◆ Your task
Copy every line below that has the word "them" in it.

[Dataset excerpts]
^^^^

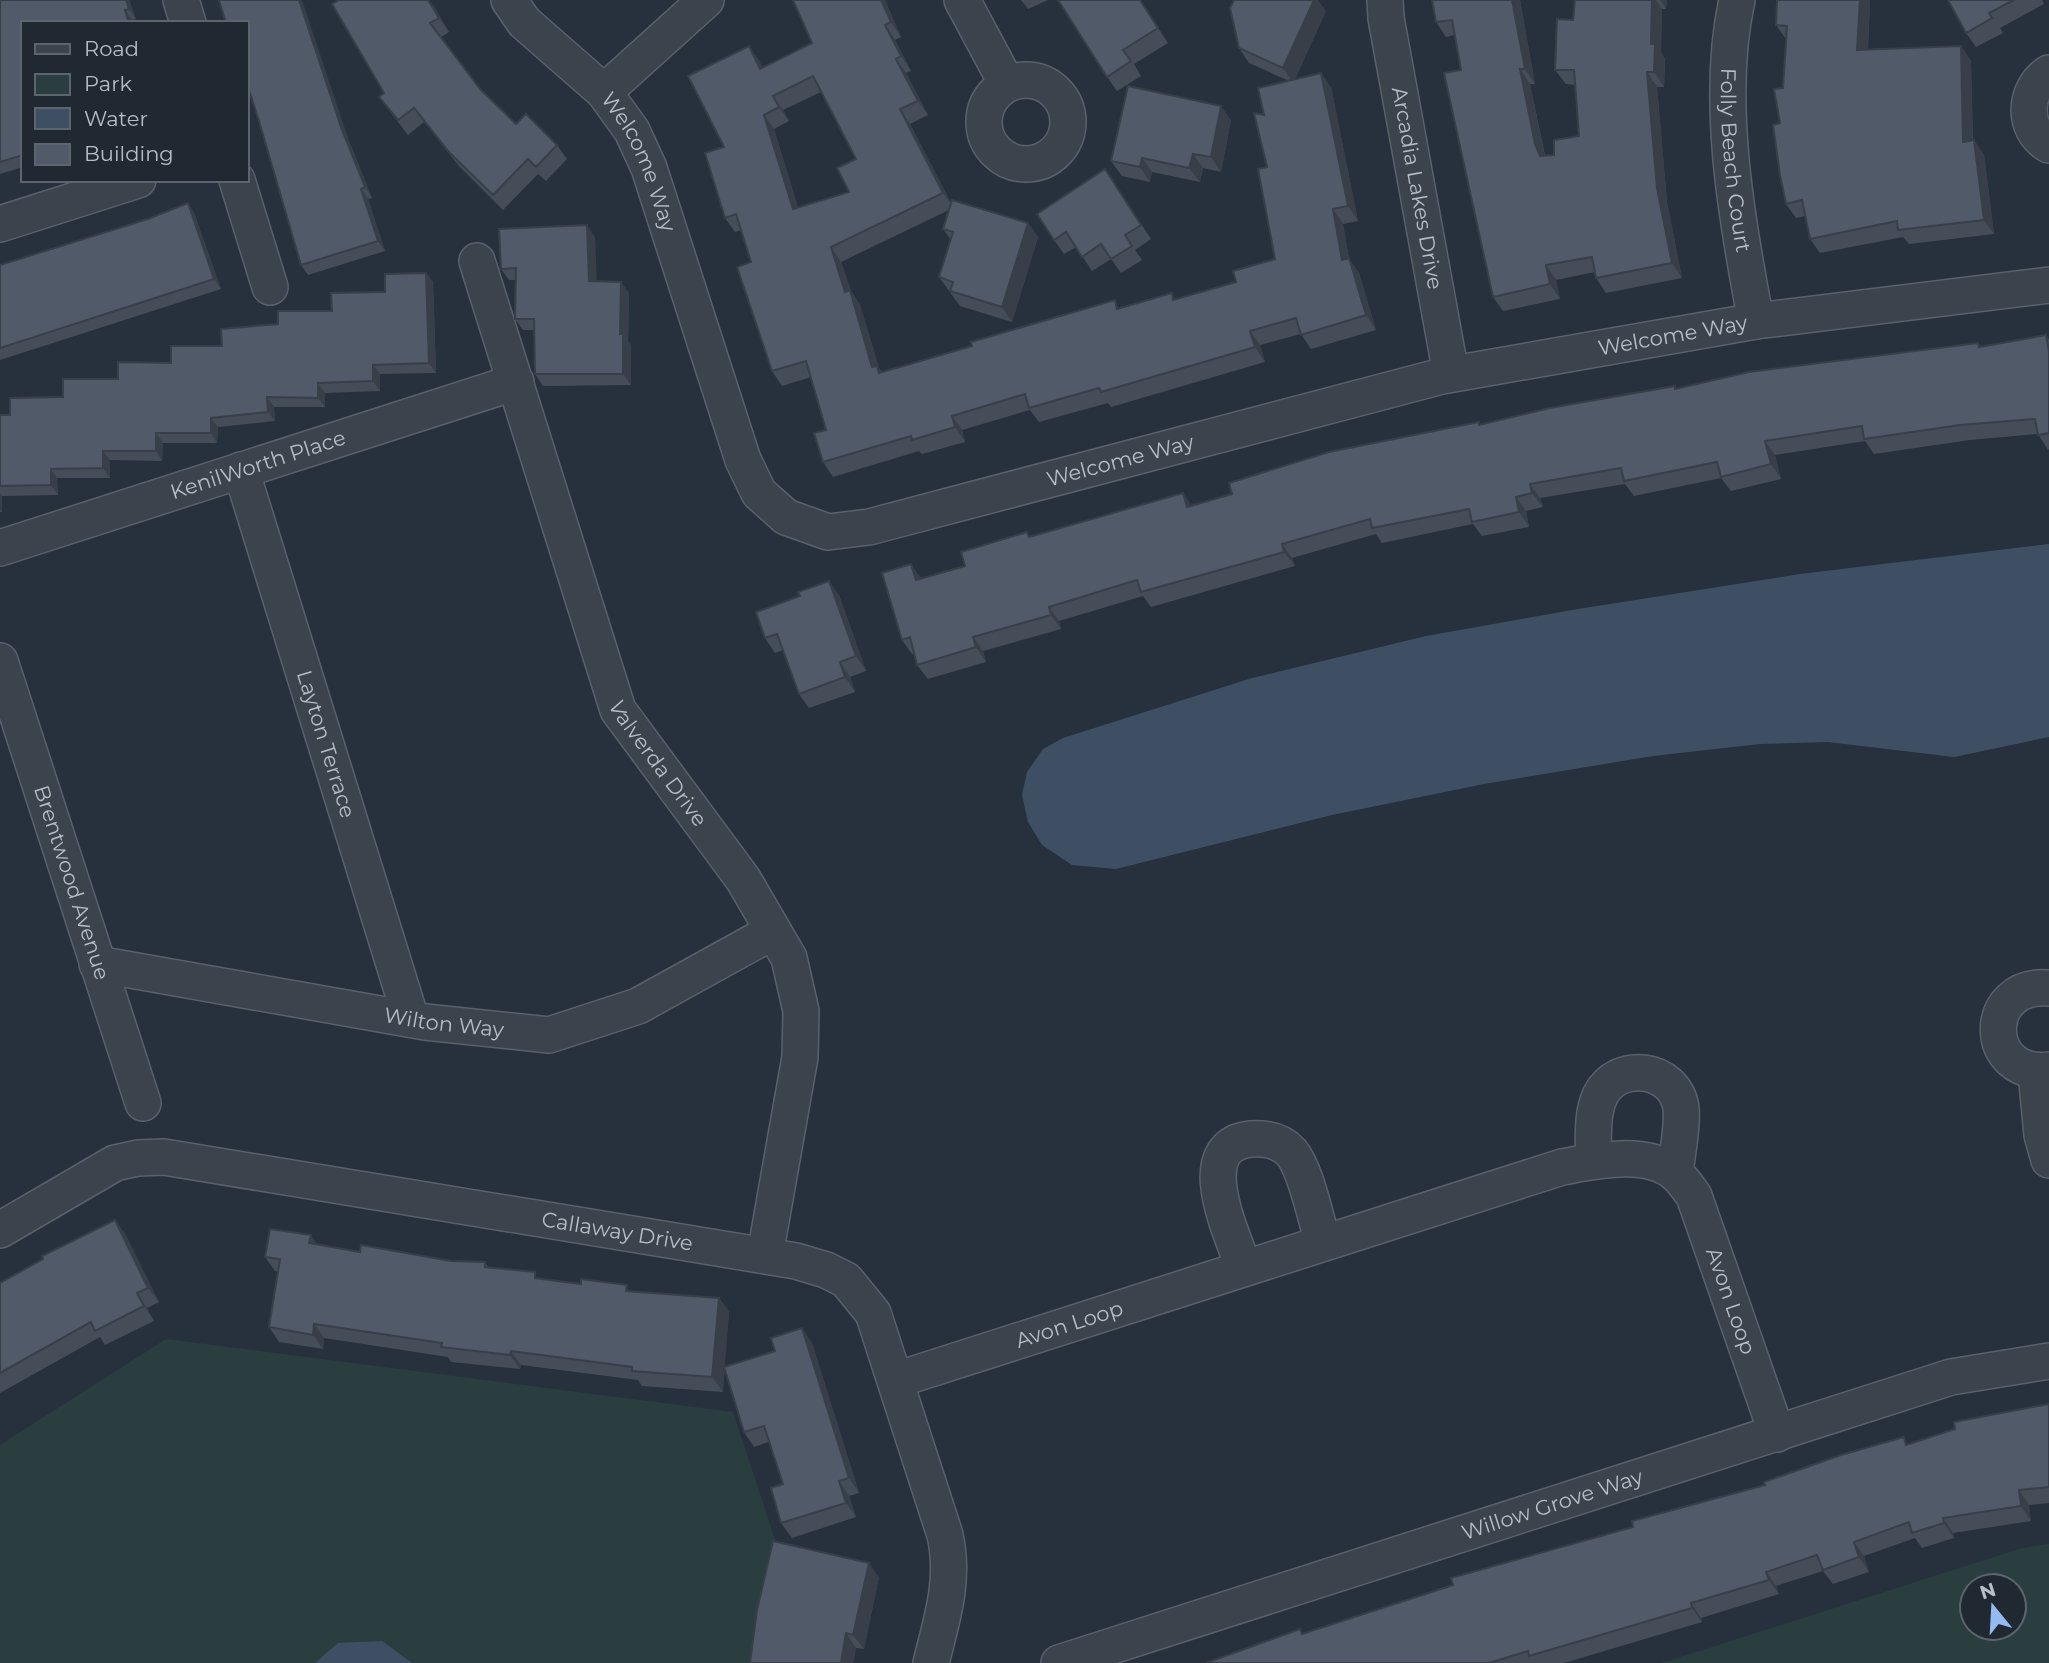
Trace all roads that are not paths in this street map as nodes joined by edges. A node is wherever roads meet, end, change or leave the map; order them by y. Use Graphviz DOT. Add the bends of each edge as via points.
graph roads {
  1 [pos="181,0"];
  2 [pos="509,0"];
  3 [pos="706,0"];
  4 [pos="962,0"];
  5 [pos="1385,0"];
  6 [pos="1737,0"];
  7 [pos="187,21"];
  8 [pos="2049,73"];
  9 [pos="1007,84"];
  10 [pos="604,92"];
  11 [pos="2049,145"];
  12 [pos="132,182"];
  13 [pos="238,182"];
  14 [pos="0,224"];
  15 [pos="477,261"];
  16 [pos="2049,285"];
  17 [pos="270,286"];
  18 [pos="1756,321"];
  19 [pos="1451,374"];
  20 [pos="516,382"];
  21 [pos="241,470"];
  22 [pos="0,548"];
  23 [pos="0,661"];
  24 [pos="772,932"];
  25 [pos="97,964"];
  26 [pos="2049,988"];
  27 [pos="411,1019"];
  28 [pos="2043,1071"];
  29 [pos="143,1103"];
  30 [pos="2049,1160"];
  31 [pos="1593,1161"];
  32 [pos="1675,1173"];
  33 [pos="0,1230"];
  34 [pos="1323,1243"];
  35 [pos="765,1255"];
  36 [pos="1244,1268"];
  37 [pos="2049,1361"];
  38 [pos="896,1380"];
  39 [pos="1777,1434"];
  40 [pos="931,1663"];
  41 [pos="1059,1663"];
  1 -- 7 [label="street"];
  2 -- 10 [label="street, Welcome Way" via="524,22"];
  3 -- 10 [label="street"];
  4 -- 9 [label="street"];
  5 -- 19 [label="street, Arcadia Lakes Drive"];
  6 -- 18 [label="street, Folly Beach Court" via="1728,41 1731,150"];
  8 -- 11 [label="street" via="2036,85 2029,109 2035,133"];
  10 -- 19 [label="street, Welcome Way" via="632,131 649,168 743,460 759,493 786,517 828,532 869,527"];
  12 -- 14 [label="street"];
  13 -- 17 [label="street"];
  15 -- 20 [label="street, Valverda Drive"];
  16 -- 18 [label="street, Welcome Way"];
  18 -- 19 [label="street, Welcome Way"];
  20 -- 21 [label="street, KenilWorth Place"];
  20 -- 24 [label="street, Valverda Drive" via="618,710 743,879"];
  21 -- 22 [label="street, KenilWorth Place"];
  21 -- 27 [label="street, Layton Terrace"];
  23 -- 25 [label="street, Brentwood Avenue"];
  24 -- 27 [label="street, Wilton Way" via="638,1006 549,1035"];
  24 -- 35 [label="street, Valverda Drive" via="789,958 798,997 800,1057"];
  25 -- 27 [label="street, Wilton Way"];
  25 -- 29 [label="street, Brentwood Avenue"];
  26 -- 28 [label="street" via="2028,988 2014,996 1998,1023 1998,1037 2010,1059"];
  28 -- 30 [label="street" via="2042,1135"];
  31 -- 32 [label="street, Avon Loop" via="1648,1162"];
  31 -- 32 [label="street" via="1600,1095 1612,1081 1644,1072 1670,1086 1681,1107"];
  31 -- 34 [label="street, Avon Loop"];
  32 -- 39 [label="street, Avon Loop" via="1694,1196"];
  33 -- 35 [label="street, Callaway Drive" via="115,1163 164,1157"];
  34 -- 36 [label="street, Avon Loop"];
  34 -- 36 [label="street" via="1291,1152 1272,1140 1247,1139 1232,1147 1221,1161 1216,1183"];
  35 -- 38 [label="street, Callaway Drive" via="826,1270 846,1280 873,1313"];
  36 -- 38 [label="street, Avon Loop"];
  37 -- 39 [label="street, Willow Grove Way" via="1951,1377"];
  38 -- 40 [label="street, Callaway Drive" via="950,1558 950,1583"];
  39 -- 41 [label="street, Willow Grove Way"];
}
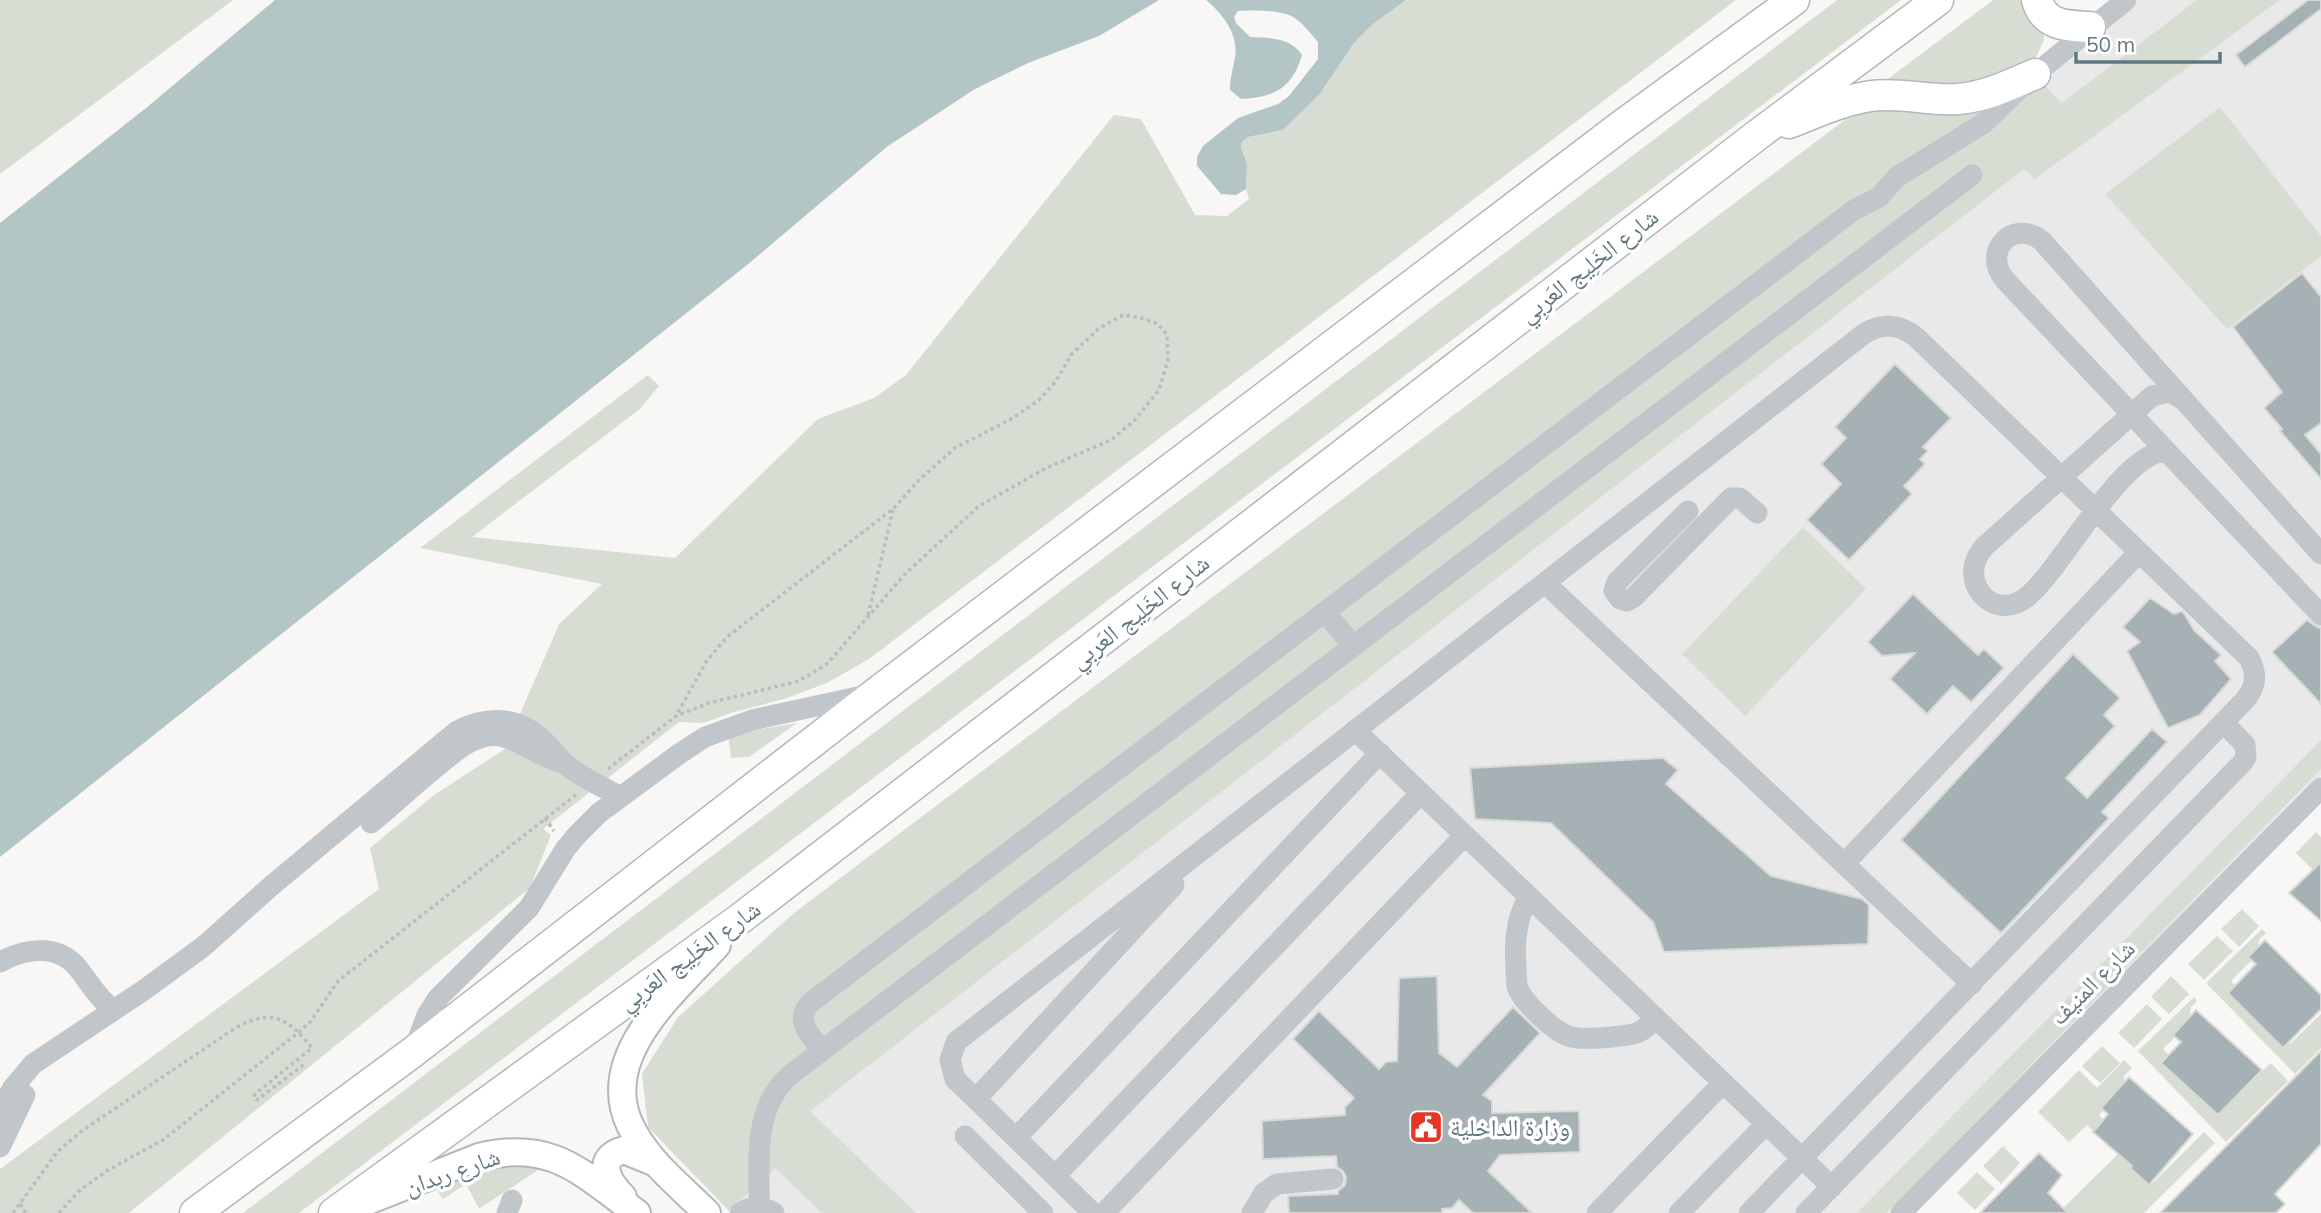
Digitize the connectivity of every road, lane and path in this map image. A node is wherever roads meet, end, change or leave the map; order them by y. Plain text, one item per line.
1 (1766, 0) edge
2 (1794, 0) edge
3 (1938, 0) edge
4 (2037, 0) edge
5 (2126, 0) edge
6 (2090, 27) junction
7 (2035, 74) junction
8 (1621, 126) junction
9 (1756, 136) junction
10 (1972, 175) dead end
11 (1879, 197) junction
12 (1902, 228) junction
13 (2182, 399) junction
14 (2132, 415) junction
15 (2166, 451) junction
16 (2062, 478) junction
17 (1664, 490) junction
18 (894, 508) junction
19 (2096, 510) junction
20 (1688, 511) junction
21 (1757, 513) dead end
22 (1703, 526) junction
23 (2139, 552) junction
24 (2321, 554) edge
25 (1545, 583) junction
26 (2318, 607) edge
27 (1325, 612) junction
28 (867, 617) junction
29 (1353, 646) junction
30 (876, 693) junction
31 (676, 716) junction
32 (2224, 723) junction
33 (1355, 730) junction
34 (1380, 753) junction
35 (564, 763) junction
36 (593, 781) junction
37 (2321, 788) edge
38 (1421, 793) junction
39 (620, 797) junction
40 (1465, 835) junction
41 (1215, 839) junction
42 (1844, 864) junction
43 (1529, 897) junction
44 (741, 918) junction
45 (0, 962) edge
46 (1972, 984) junction
47 (113, 1010) junction
48 (1655, 1017) junction
49 (299, 1032) junction
50 (822, 1050) junction
51 (413, 1052) junction
52 (306, 1063) dead end
53 (1723, 1083) junction
54 (976, 1099) junction
55 (0, 1112) edge
56 (1766, 1124) junction
57 (965, 1136) dead end
58 (1016, 1138) junction
59 (0, 1147) edge
60 (1802, 1159) junction
61 (656, 1163) junction
62 (1055, 1176) junction
63 (1333, 1179) dead end
64 (1832, 1187) junction
65 (20, 1204) junction
66 (757, 1211) edge
67 (13, 1213) edge
68 (26, 1213) edge
69 (60, 1213) edge
70 (195, 1213) edge
71 (335, 1213) edge
72 (638, 1213) edge
73 (707, 1213) edge
74 (1043, 1213) edge
75 (1093, 1213) edge
76 (1104, 1213) edge
77 (1252, 1213) edge
78 (1597, 1213) edge
79 (1679, 1213) edge
80 (1749, 1213) edge
81 (1807, 1213) edge
82 (1901, 1213) edge

1 - 8 highway
2 - 8 highway
3 - 9 highway, شارع الخَلِيج العَربِي
4 - 6 highway
5 - 6 street
6 - 7 street
7 - 9 highway
7 - 11 street
8 - 30 highway
9 - 44 highway, شارع الخَلِيج العَربِي
10 - 12 street
11 - 12 street
11 - 27 street
12 - 29 street
13 - 14 street
13 - 14 street
13 - 24 street
14 - 15 street
14 - 16 street
15 - 19 street
15 - 26 street
16 - 17 street
16 - 19 street
16 - 19 street
17 - 20 street
17 - 25 street
18 - 28 path
18 - 28 path
18 - 31 path
19 - 23 street
20 - 22 street
20 - 22 street
21 - 22 street
23 - 32 street
23 - 42 street
25 - 33 street
25 - 42 street
27 - 29 street
27 - 50 street
28 - 31 path
29 - 50 street
30 - 39 street
30 - 51 highway
31 - 36 path
32 - 46 street
32 - 64 street
33 - 34 street
33 - 41 street
34 - 38 street
34 - 58 street
35 - 36 street
35 - 47 street
35 - 59 street
36 - 39 street
36 - 49 path
37 - 82 street, شارع المنيف
38 - 40 street
38 - 62 street
39 - 51 street
40 - 43 street
40 - 76 street
41 - 54 street
41 - 54 street
42 - 46 street
43 - 48 street
43 - 48 street
44 - 61 main road
44 - 71 highway, شارع الخَلِيج العَربِي
45 - 47 street
46 - 60 street
47 - 55 street
48 - 53 street
49 - 52 path
49 - 65 path
49 - 69 path
50 - 66 street
51 - 70 highway
53 - 56 street
53 - 78 street
54 - 58 street
56 - 60 street
56 - 79 street
57 - 74 street
58 - 62 street
60 - 64 street
60 - 80 street
61 - 72 main road
61 - 73 main road
62 - 75 street
63 - 77 street
64 - 81 street
65 - 67 path
65 - 68 path
71 - 72 main road, شارع ربدان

^^^^

◆ Answer to this task
Trace all roads that are not paths in this street map as nodes joined by edges. A node is wherever roads meet, end, change or leave the map; order them by y. Use Graphviz DOT. Add the bends of each edge as via points.
Digitize the connectivity of every road, lane and path in this map image. A node is wherever roads meet, end, change or leave the map; order them by y. Plain text, one item per line.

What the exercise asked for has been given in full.